The Socialist.
        (The paper of the Socialist Party).
        10th July 1998

         
        Taking a bite out of Big Mac

        Helen Steel, one of the two co-defendants in the McLibel trial - the longest trial in English legal history - took a break in Scotland to get away from the court. One day she was out climbing Ben Lomond, one of the remotest heights in Britain, when she got to the summit she met someone wearing a McDonald's T-shirt.
        Ken Smith.

         
        This tormenting moment in 'McLibel: Two Worlds Collide', sums up the all-pervasive natrue of the McDonald's multinational. 12 years ago as a member of London Greenpeace, Helen Steel and Dave Morris handed out a leaflet called "What's Wrong With McDonald's?". For carrying out this simple act of fair comment on the atrocities of this multinational their libes were to be turned upside for for the next decade.

        It is a credit to their determination, grit and stamina that they saw the case through to the end and won a massive victory over McDonald's, where many other better funded organisations have crumbled.

        The timely documentary by Franny Armstrong of One-Off Productions, 'McLibel: Two Worlds Collide' comes one year after the end of the trial and has itself attracted significant controversy.

        Unlike other filmed accounts of the McLibel case, this documentary takes up the trial directly through the words of the defendants and their supperters themesleves. BBC and Channel 4 had originally expressed an interest in showing the film but backed off under legal pressure.

        The film is unashamedly partisan but it is not crude propaganda. It simply brings out the details of the trial in a sympathetic and accessible way with devastating effect.

        Helen Steel herself comments in the film that it was frustrating to spend hours in an interview with a journalist only to find them devoting paragraphs to what hair style she had or what clothes she was wearing.
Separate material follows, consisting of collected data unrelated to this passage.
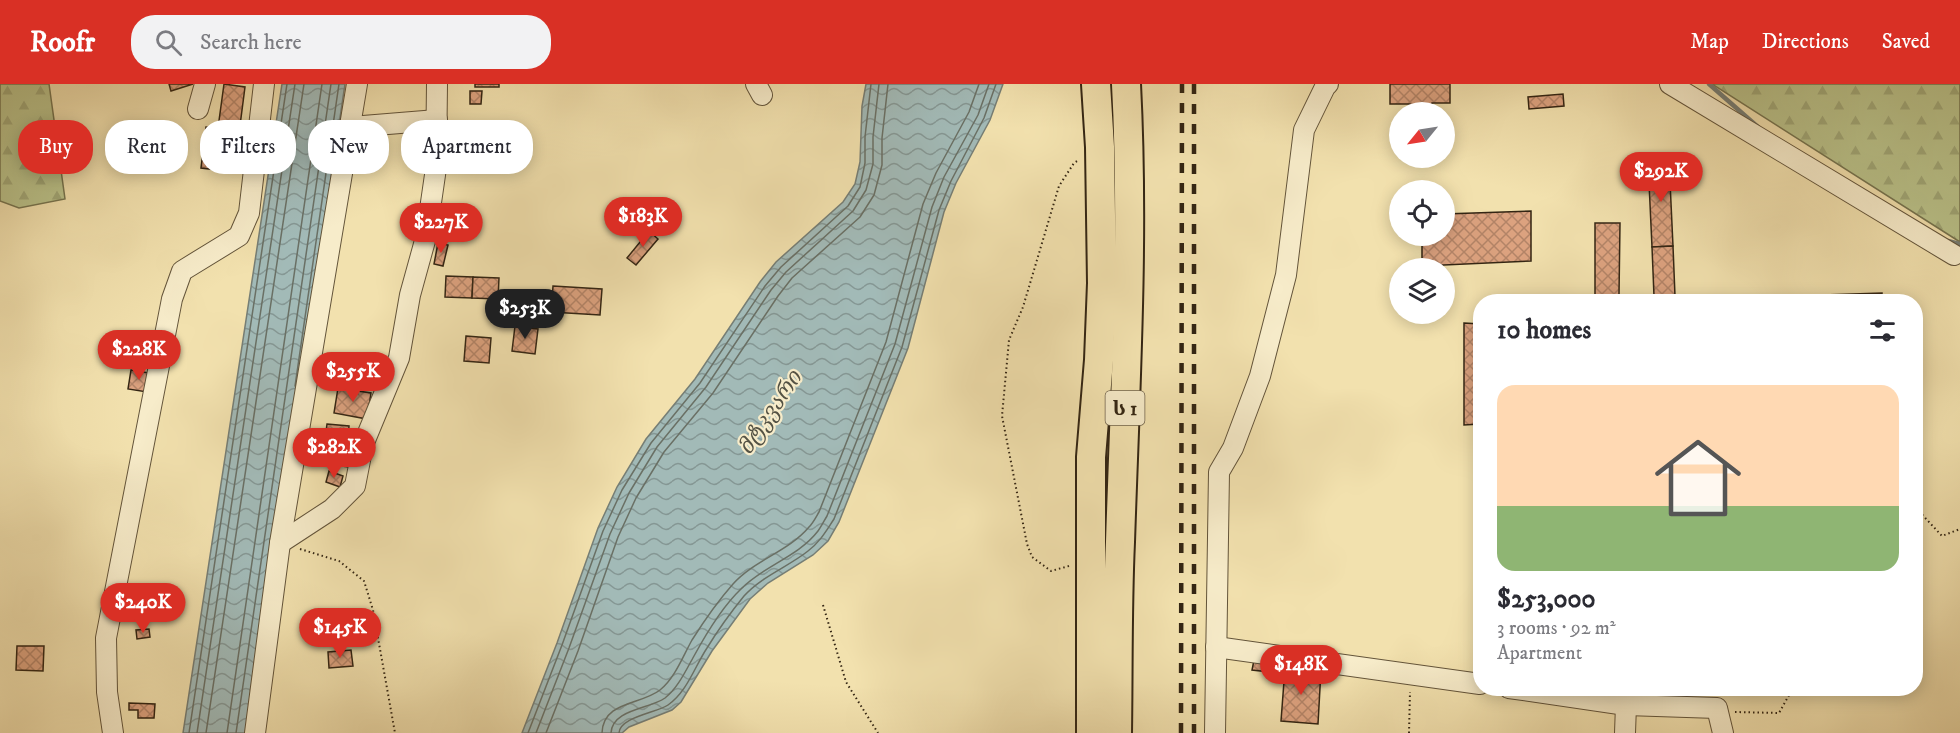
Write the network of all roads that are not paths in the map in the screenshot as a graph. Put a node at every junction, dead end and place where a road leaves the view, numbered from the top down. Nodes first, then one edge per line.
1 (205, 84) edge
2 (264, 84) edge
3 (357, 84) edge
4 (437, 84) edge
5 (1096, 84) edge
6 (1126, 84) edge
7 (1141, 84) edge
8 (1328, 84) edge
9 (1670, 84) edge
10 (198, 109) dead end
11 (1128, 116) junction
12 (352, 120) edge
13 (437, 120) edge
14 (343, 174) edge
15 (435, 174) edge
16 (1954, 255) dead end
17 (280, 543) junction
18 (1216, 647) junction
19 (1473, 683) edge
20 (1564, 696) edge
21 (1626, 705) junction
22 (113, 733) edge
23 (255, 733) edge
24 (1090, 733) edge
25 (1117, 733) edge
26 (1215, 733) edge
27 (1625, 733) edge
28 (1723, 733) edge

1 - 10 street
2 - 22 street
3 - 12 street
4 - 13 street
5 - 24 highway, ს 1
6 - 11 highway, ს 1
7 - 11 highway
8 - 18 street
9 - 16 street
11 - 25 highway, ს 1
14 - 17 street
15 - 17 street
17 - 23 street
18 - 19 street
18 - 26 street
20 - 21 street
21 - 27 street
21 - 28 street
        This film sticks to the facts and presents them in their proper proportion and context and is well worth showing at Socialist Party meetings and other events.

        The film itself, like the McLibel Two's own case, is fighting a one-sided battle against the propaganda stream. McDonald's spends $2 billion each year on advertising. It's estimated expendiuture on the trial was between £5 million to £15 milllion. Morris and Steel had just over £30,000 raised by the McLibel campaign.

        The intransigent stand of Steel Morris and their supporters has marked them out as "heroes of our time" as one particiapnt describes them. Because they continued their action and because Franny Armstrong has made this very good film it will be forever remembered that McDonald's exploits children in its advertising, treats its workers in a dehumaising way with depressing wages, and also that McDonald's uses animal products which are produced involving at least nine examples of cruel practices.

        That these words can be printed in this paper shows what the trial achieved, Before the trial's conclusion anyone making such claims would have felt the colossal weight of a McDonad's libel action pressing down on their shoulders.

        The company's pursuit of Morris and Steel is summed up by Lynne Franks, described in the film as a 'PR guru', as "a PR disaster...that sums up the arrogance of the multinationals."

        Dave Morris describes their victory as showing "how the workings of a huge multinational can be brought out in to the open." The resources available to tthose attempting such a task are extrememly limited. But as Dave Morris, Helen Steel and One Off Productions have shown, determination and political conviction can go a long way.